Sabato 12 settembre verrà proiettato La casa dalle finestre che ridono di Pupi Avati. Stefano arriva in un paesino nella pianura emiliana per restaurare un affresco di Buono Legnani, un pittore morto parecchi anni prima in circostanze misteriose. Definito "il pittore delle agonie", Legnani amava dipingere la sofferenza delle persone in punto di morte. L'affresco che Stefano deve restaurare si trova in una chiesa e raffigura il martirio di San Sebastiano.
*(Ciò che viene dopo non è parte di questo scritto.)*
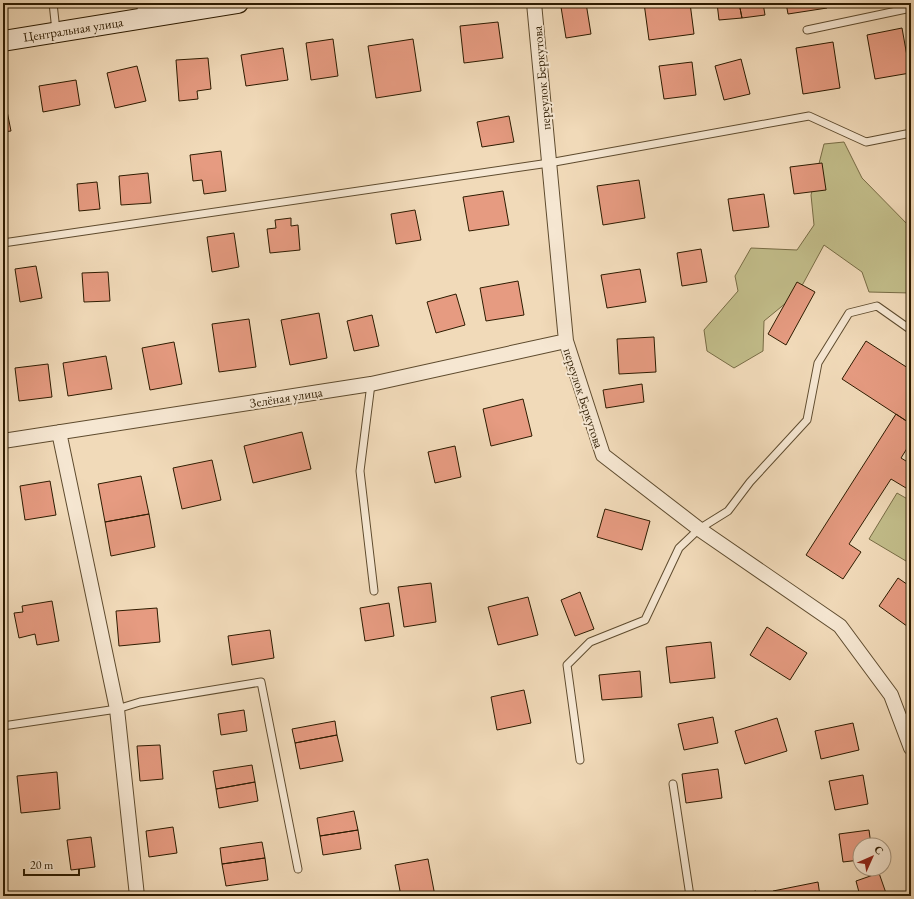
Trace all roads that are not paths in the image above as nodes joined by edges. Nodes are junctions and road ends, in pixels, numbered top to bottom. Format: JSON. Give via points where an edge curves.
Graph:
{"nodes":[{"id":1,"x":53,"y":3,"type":"edge"},
{"id":2,"x":238,"y":3,"type":"edge"},
{"id":3,"x":534,"y":3,"type":"edge"},
{"id":4,"x":911,"y":8,"type":"edge"},
{"id":5,"x":145,"y":10,"type":"edge"},
{"id":6,"x":807,"y":30,"type":"dead end"},
{"id":7,"x":56,"y":31,"type":"junction"},
{"id":8,"x":3,"y":40,"type":"edge"},
{"id":9,"x":911,"y":133,"type":"edge"},
{"id":10,"x":549,"y":163,"type":"junction"},
{"id":11,"x":3,"y":243,"type":"edge"},
{"id":12,"x":911,"y":330,"type":"edge"},
{"id":13,"x":566,"y":341,"type":"junction"},
{"id":14,"x":371,"y":384,"type":"junction"},
{"id":15,"x":59,"y":432,"type":"junction"},
{"id":16,"x":3,"y":440,"type":"edge"},
{"id":17,"x":699,"y":529,"type":"junction"},
{"id":18,"x":374,"y":591,"type":"dead end"},
{"id":19,"x":117,"y":709,"type":"junction"},
{"id":20,"x":906,"y":718,"type":"edge"},
{"id":21,"x":3,"y":726,"type":"edge"},
{"id":22,"x":911,"y":748,"type":"edge"},
{"id":23,"x":580,"y":760,"type":"dead end"},
{"id":24,"x":673,"y":784,"type":"dead end"},
{"id":25,"x":298,"y":869,"type":"dead end"},
{"id":26,"x":137,"y":896,"type":"edge"},
{"id":27,"x":690,"y":896,"type":"edge"}],
"edges":[{"from":1,"to":7,"type":"lane"},
{"from":2,"to":5,"type":"street","name":"Центральная улица"},
{"from":3,"to":10,"type":"street","name":"переулок Беркутова"},
{"from":4,"to":6,"type":"lane"},
{"from":5,"to":7,"type":"street","name":"Центральная улица"},
{"from":7,"to":8,"type":"street","name":"Центральная улица"},
{"from":9,"to":10,"type":"lane","via":[[866,142],[809,116]]},
{"from":10,"to":11,"type":"lane"},
{"from":10,"to":13,"type":"street","name":"переулок Беркутова"},
{"from":12,"to":17,"type":"lane","via":[[877,306],[849,313],[818,363],[808,420],[750,482],[728,511]]},
{"from":13,"to":14,"type":"street","name":"Зелёная улица"},
{"from":13,"to":17,"type":"street","name":"переулок Беркутова","via":[[603,454]]},
{"from":14,"to":15,"type":"street","name":"Зелёная улица"},
{"from":14,"to":18,"type":"lane","via":[[360,471]]},
{"from":15,"to":16,"type":"street","name":"Зелёная улица"},
{"from":15,"to":19,"type":"street"},
{"from":17,"to":20,"type":"street","name":"переулок Беркутова","via":[[840,626]]},
{"from":17,"to":23,"type":"lane","via":[[679,548],[645,620],[590,642],[568,665]]},
{"from":19,"to":21,"type":"lane"},
{"from":19,"to":25,"type":"lane","via":[[140,702],[262,682]]},
{"from":19,"to":26,"type":"street"},
{"from":20,"to":22,"type":"street","name":"переулок Беркутова"},
{"from":24,"to":27,"type":"lane"}]}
Grazie a un amico che si trova lì per analizzare le acque delle paludi, Stefano apprende che il mistero attorno a Legnani è profondo e persino pericoloso: l'amico muore, apparentemente suicida, mentre Stefano riceve telefonate minatorie. La relazione amorosa con una maestrina anche lei venuta da fuori dà forza a Stefano, ma l'orrore incombe.
Di Pupi Avati (Giallo, Italia, 1976, 110 minuti) con Gianni Cavina, Lino Capolicchio, Giulio Pizzirani, Francesca Marciano, Bob Tonelli. Versione Restaurata in 4K.
Biglietto acquistabile sulla piattaforma di biglietteria online Webtic.